== TASK OBJECTIVE ==
The following data is to be repeated exactly, its pictures excluded.

===== TASK INPUT

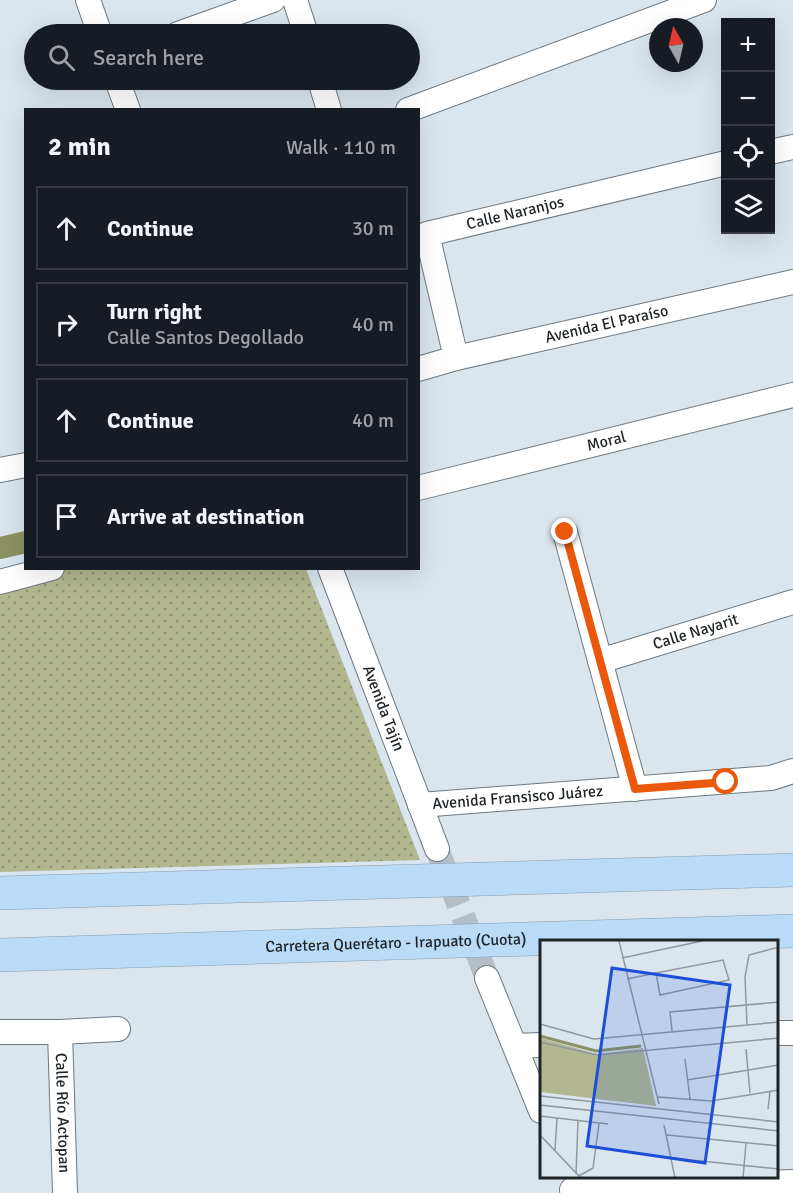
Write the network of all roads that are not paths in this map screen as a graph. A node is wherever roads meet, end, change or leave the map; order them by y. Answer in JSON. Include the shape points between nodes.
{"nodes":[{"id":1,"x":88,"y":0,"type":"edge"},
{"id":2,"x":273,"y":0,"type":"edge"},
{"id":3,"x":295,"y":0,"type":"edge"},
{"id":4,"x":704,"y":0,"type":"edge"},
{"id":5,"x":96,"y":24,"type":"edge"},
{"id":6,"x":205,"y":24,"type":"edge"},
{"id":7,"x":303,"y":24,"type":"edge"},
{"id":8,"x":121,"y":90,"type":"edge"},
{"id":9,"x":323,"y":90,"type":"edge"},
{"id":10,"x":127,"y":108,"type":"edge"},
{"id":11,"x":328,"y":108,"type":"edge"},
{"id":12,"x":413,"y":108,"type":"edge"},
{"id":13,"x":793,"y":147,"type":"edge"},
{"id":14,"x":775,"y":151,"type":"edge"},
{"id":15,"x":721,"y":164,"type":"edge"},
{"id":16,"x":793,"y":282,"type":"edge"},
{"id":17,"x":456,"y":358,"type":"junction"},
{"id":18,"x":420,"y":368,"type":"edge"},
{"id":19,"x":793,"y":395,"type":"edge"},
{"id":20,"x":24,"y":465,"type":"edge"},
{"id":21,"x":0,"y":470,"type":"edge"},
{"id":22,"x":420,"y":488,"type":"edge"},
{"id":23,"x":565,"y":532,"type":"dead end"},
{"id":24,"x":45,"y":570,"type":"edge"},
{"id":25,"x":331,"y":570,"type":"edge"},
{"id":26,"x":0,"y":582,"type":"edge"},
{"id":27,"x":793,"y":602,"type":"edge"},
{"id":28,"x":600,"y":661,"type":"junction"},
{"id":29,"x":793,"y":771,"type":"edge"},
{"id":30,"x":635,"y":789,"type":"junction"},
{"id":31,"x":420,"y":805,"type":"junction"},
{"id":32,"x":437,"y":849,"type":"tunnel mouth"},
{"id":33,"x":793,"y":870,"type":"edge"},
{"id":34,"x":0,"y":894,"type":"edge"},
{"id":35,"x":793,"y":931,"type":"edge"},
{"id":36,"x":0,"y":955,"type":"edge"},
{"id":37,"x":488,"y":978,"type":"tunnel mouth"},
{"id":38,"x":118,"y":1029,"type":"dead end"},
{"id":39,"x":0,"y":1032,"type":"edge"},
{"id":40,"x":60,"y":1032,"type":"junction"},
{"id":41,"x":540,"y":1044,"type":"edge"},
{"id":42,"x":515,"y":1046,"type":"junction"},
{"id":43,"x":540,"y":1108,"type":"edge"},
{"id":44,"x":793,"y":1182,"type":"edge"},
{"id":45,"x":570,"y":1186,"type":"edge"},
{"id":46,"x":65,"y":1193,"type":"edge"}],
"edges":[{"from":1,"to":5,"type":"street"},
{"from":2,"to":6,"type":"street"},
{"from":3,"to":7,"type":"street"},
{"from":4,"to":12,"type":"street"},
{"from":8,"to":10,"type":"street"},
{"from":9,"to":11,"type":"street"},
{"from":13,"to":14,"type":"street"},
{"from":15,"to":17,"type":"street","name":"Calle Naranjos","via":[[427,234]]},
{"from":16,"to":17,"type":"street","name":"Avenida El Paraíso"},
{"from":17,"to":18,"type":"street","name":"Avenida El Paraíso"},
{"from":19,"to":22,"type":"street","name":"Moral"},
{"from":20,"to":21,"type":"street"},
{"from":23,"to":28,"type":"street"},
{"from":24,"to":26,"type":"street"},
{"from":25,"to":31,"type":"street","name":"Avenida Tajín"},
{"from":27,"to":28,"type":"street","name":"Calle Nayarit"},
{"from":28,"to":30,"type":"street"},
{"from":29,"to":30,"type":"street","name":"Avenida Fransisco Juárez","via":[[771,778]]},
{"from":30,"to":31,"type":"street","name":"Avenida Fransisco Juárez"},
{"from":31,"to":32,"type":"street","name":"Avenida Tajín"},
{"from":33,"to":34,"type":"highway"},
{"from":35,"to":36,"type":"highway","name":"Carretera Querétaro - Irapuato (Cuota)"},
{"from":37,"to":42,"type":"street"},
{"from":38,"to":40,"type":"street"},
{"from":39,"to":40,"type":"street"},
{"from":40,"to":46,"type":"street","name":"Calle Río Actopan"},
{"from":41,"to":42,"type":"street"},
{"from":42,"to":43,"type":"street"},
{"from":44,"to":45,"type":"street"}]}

==========

== ANSWER BOX ==
Write the network of all roads that are not paths in this map screen as a graph. A node is wherever roads meet, end, change or leave the map; order them by y. Answer in JSON. Include the shape points between nodes.
{"nodes":[{"id":1,"x":88,"y":0,"type":"edge"},
{"id":2,"x":273,"y":0,"type":"edge"},
{"id":3,"x":295,"y":0,"type":"edge"},
{"id":4,"x":704,"y":0,"type":"edge"},
{"id":5,"x":96,"y":24,"type":"edge"},
{"id":6,"x":205,"y":24,"type":"edge"},
{"id":7,"x":303,"y":24,"type":"edge"},
{"id":8,"x":121,"y":90,"type":"edge"},
{"id":9,"x":323,"y":90,"type":"edge"},
{"id":10,"x":127,"y":108,"type":"edge"},
{"id":11,"x":328,"y":108,"type":"edge"},
{"id":12,"x":413,"y":108,"type":"edge"},
{"id":13,"x":793,"y":147,"type":"edge"},
{"id":14,"x":775,"y":151,"type":"edge"},
{"id":15,"x":721,"y":164,"type":"edge"},
{"id":16,"x":793,"y":282,"type":"edge"},
{"id":17,"x":456,"y":358,"type":"junction"},
{"id":18,"x":420,"y":368,"type":"edge"},
{"id":19,"x":793,"y":395,"type":"edge"},
{"id":20,"x":24,"y":465,"type":"edge"},
{"id":21,"x":0,"y":470,"type":"edge"},
{"id":22,"x":420,"y":488,"type":"edge"},
{"id":23,"x":565,"y":532,"type":"dead end"},
{"id":24,"x":45,"y":570,"type":"edge"},
{"id":25,"x":331,"y":570,"type":"edge"},
{"id":26,"x":0,"y":582,"type":"edge"},
{"id":27,"x":793,"y":602,"type":"edge"},
{"id":28,"x":600,"y":661,"type":"junction"},
{"id":29,"x":793,"y":771,"type":"edge"},
{"id":30,"x":635,"y":789,"type":"junction"},
{"id":31,"x":420,"y":805,"type":"junction"},
{"id":32,"x":437,"y":849,"type":"tunnel mouth"},
{"id":33,"x":793,"y":870,"type":"edge"},
{"id":34,"x":0,"y":894,"type":"edge"},
{"id":35,"x":793,"y":931,"type":"edge"},
{"id":36,"x":0,"y":955,"type":"edge"},
{"id":37,"x":488,"y":978,"type":"tunnel mouth"},
{"id":38,"x":118,"y":1029,"type":"dead end"},
{"id":39,"x":0,"y":1032,"type":"edge"},
{"id":40,"x":60,"y":1032,"type":"junction"},
{"id":41,"x":540,"y":1044,"type":"edge"},
{"id":42,"x":515,"y":1046,"type":"junction"},
{"id":43,"x":540,"y":1108,"type":"edge"},
{"id":44,"x":793,"y":1182,"type":"edge"},
{"id":45,"x":570,"y":1186,"type":"edge"},
{"id":46,"x":65,"y":1193,"type":"edge"}],
"edges":[{"from":1,"to":5,"type":"street"},
{"from":2,"to":6,"type":"street"},
{"from":3,"to":7,"type":"street"},
{"from":4,"to":12,"type":"street"},
{"from":8,"to":10,"type":"street"},
{"from":9,"to":11,"type":"street"},
{"from":13,"to":14,"type":"street"},
{"from":15,"to":17,"type":"street","name":"Calle Naranjos","via":[[427,234]]},
{"from":16,"to":17,"type":"street","name":"Avenida El Paraíso"},
{"from":17,"to":18,"type":"street","name":"Avenida El Paraíso"},
{"from":19,"to":22,"type":"street","name":"Moral"},
{"from":20,"to":21,"type":"street"},
{"from":23,"to":28,"type":"street"},
{"from":24,"to":26,"type":"street"},
{"from":25,"to":31,"type":"street","name":"Avenida Tajín"},
{"from":27,"to":28,"type":"street","name":"Calle Nayarit"},
{"from":28,"to":30,"type":"street"},
{"from":29,"to":30,"type":"street","name":"Avenida Fransisco Juárez","via":[[771,778]]},
{"from":30,"to":31,"type":"street","name":"Avenida Fransisco Juárez"},
{"from":31,"to":32,"type":"street","name":"Avenida Tajín"},
{"from":33,"to":34,"type":"highway"},
{"from":35,"to":36,"type":"highway","name":"Carretera Querétaro - Irapuato (Cuota)"},
{"from":37,"to":42,"type":"street"},
{"from":38,"to":40,"type":"street"},
{"from":39,"to":40,"type":"street"},
{"from":40,"to":46,"type":"street","name":"Calle Río Actopan"},
{"from":41,"to":42,"type":"street"},
{"from":42,"to":43,"type":"street"},
{"from":44,"to":45,"type":"street"}]}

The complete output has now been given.